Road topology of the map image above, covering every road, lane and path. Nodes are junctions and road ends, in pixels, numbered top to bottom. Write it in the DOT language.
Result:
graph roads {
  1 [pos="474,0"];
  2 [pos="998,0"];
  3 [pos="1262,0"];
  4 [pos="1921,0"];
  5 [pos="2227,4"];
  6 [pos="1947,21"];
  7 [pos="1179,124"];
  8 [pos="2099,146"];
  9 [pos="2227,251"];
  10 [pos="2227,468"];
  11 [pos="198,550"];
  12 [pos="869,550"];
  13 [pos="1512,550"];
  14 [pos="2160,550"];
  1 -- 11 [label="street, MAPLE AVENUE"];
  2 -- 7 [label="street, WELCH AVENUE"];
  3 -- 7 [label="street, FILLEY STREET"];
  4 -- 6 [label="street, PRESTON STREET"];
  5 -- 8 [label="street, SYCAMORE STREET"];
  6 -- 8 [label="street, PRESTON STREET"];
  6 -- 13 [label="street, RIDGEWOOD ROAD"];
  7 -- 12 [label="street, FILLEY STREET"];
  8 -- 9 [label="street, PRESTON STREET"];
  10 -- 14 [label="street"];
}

### TASK TO CARRY OUT
Your task is to copy all of the entries exactly.

### COMPLETED TASK
Road topology of the map image above, covering every road, lane and path. Nodes are junctions and road ends, in pixels, numbered top to bottom. Write it in the DOT language.
Result:
graph roads {
  1 [pos="474,0"];
  2 [pos="998,0"];
  3 [pos="1262,0"];
  4 [pos="1921,0"];
  5 [pos="2227,4"];
  6 [pos="1947,21"];
  7 [pos="1179,124"];
  8 [pos="2099,146"];
  9 [pos="2227,251"];
  10 [pos="2227,468"];
  11 [pos="198,550"];
  12 [pos="869,550"];
  13 [pos="1512,550"];
  14 [pos="2160,550"];
  1 -- 11 [label="street, MAPLE AVENUE"];
  2 -- 7 [label="street, WELCH AVENUE"];
  3 -- 7 [label="street, FILLEY STREET"];
  4 -- 6 [label="street, PRESTON STREET"];
  5 -- 8 [label="street, SYCAMORE STREET"];
  6 -- 8 [label="street, PRESTON STREET"];
  6 -- 13 [label="street, RIDGEWOOD ROAD"];
  7 -- 12 [label="street, FILLEY STREET"];
  8 -- 9 [label="street, PRESTON STREET"];
  10 -- 14 [label="street"];
}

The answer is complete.